Appendix A: Abstract #: CBS1503
Utilization of Purified Autologous Peripheral Blood-Derived Stem Cells, Combined With Immune Modulation by Cord Blood Mesenchymal Stem Cells in Treatment of Type 1 Diabetes Mellitus: A Jordanian Pilot Study
Adeeb Al-Zoubi1,2, Hazem Haboob3, Sameh Al-Bakheet2, Marwa Tapponi2, Mahasen Zalloum2, Samer Abu Radi4, Farah Khalifeh, Shahed Sarayrah2, Feras AlTwal5, Jamil Hermas6, Mohammed El-Khateeb7,8, Mark Holterman1
1 Department of Surgery, University of Illinois College of Medicine in Peoria, Peoria, IL, USA
2 Stem Cells of Arabia, Al-Medina Al-Munawara St., Amman, Jordan
3 Department of Radiology, King Hussein Medical Center, Royal Medical Services, Amman, Jordan
4 Bone Marrow Transplantation Unit, Al-Khaldi Medical Center, Amman, Jordan
5 Department of Microbiology and Immunology, College of Medicine, University of Illinois at Chicago, Chicago, IL, USA
6 Stem Cell Division, Al-Yamama Company, Amman, Jordan
7 Department of Pathology, Faculty of Medicine, University of Jordan, Amman, Jordan
8 National Center for Diabetes, Endocrinology and Genetics, Queen Rania St., Amman, Jordan
Introduction: Type 1 diabetes mellitus (T1DM) is a chronic, autoimmune disease that involves progressive destruction of pancreatic β-cells, leading to the loss of insulin production and glucose homeostasis. Current treatments have provided some improvements in insulin availability and glucose homeostasis. However, these treatments fall short of halting the immune insult on β cells and do not provide a cure for the disease. Stem cells (SCs) may provide a treatment for generating self-renewing source of insulin-secreting and glucose responsive β cells.

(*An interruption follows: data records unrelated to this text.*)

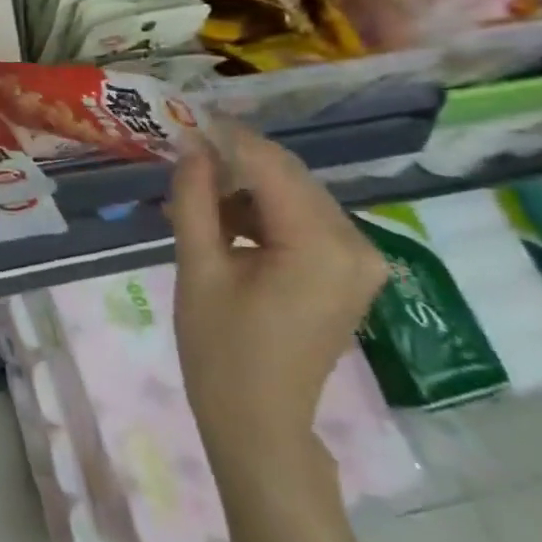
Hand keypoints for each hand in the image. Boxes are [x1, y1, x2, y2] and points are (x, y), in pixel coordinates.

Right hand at [167, 122, 386, 485]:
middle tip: (181, 156)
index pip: (272, 166)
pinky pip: (304, 223)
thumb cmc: (221, 351)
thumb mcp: (197, 269)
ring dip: (246, 189)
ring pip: (296, 198)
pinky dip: (263, 215)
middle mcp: (357, 244)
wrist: (258, 423)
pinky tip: (223, 223)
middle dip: (235, 162)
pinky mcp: (350, 273)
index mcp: (321, 245)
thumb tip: (190, 148)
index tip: (184, 119)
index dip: (226, 138)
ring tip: (193, 196)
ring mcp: (360, 260)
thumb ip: (194, 201)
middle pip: (289, 178)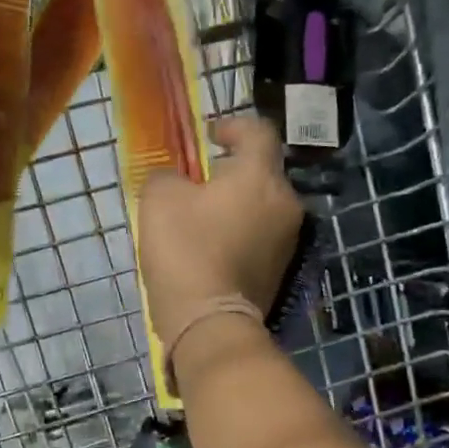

A successful treatment approach should halt the immune attack on β cells. Mesenchymal SCs (MSCs) possess immune-regulatory properties that have been shown to decrease autoimmunity and prevent disease recurrence. In this study, we present a new treatment approach for T1DM. Our protocol provides immunomodulation by coculture of cord blood MSCs (CB-MSCs) with the patient’s circulating lymphocytes, combined with additional β cell regeneration through the delivery of purified, autologous, CD34+, CD133+, and CD271+ SCs.
Materials and Methods: Four T1DM patients (1 female, 3 males) were included in this study. Patients were 35.5 years old in average (13-52). Pre-operatively, patients had averages of insulin intake of 50U/day (20-80), HbA1c of 9.0 (6.3-12.1), and Fasting Blood Sugar (FBS) of 350 (180-650); three patients had 0.00 C peptide, and the fourth had 0.23 C peptide. All patients were healthy, non-smokers, non alcoholics, except one with retrograde ejaculation. Patients received daily SC injections of Granulocyte-Colony Stimulating Factor (G-CSF) (GeSysin) for 5 days. On day 6, about 200 ml of peripheral blood mononuclear cells (PB-MNCs) were collected from peripheral blood. CD34+, CD133+, and CD271+ stem cells were isolated from PB-MNCs using the CliniMACS(R) System. Purified cells were injected into pancreatic arteries of patients via interventional radiology. PB-MNCs (without SCs) were co-cultured with adherent CB-MSCs for 6 hours. PB-MNCs (only) were then injected back into the patient intravenously. Patients were then followed for up to 51 months (average 22 months).
Results: There were no complications over the follow up period (14-51 months). Three out of four patients completely stopped their insulin requirement at 6 months. All 4 patients showed significant improvements in FBS (average 145), C-peptide (average 1.01), and HbA1c (average 7.0), during 12 months post transplantation.
Conclusion: Our results present hopeful and promising potential for the use of SCs in the treatment of T1DM patients. Further clinical trials are needed to support the results of our pilot study.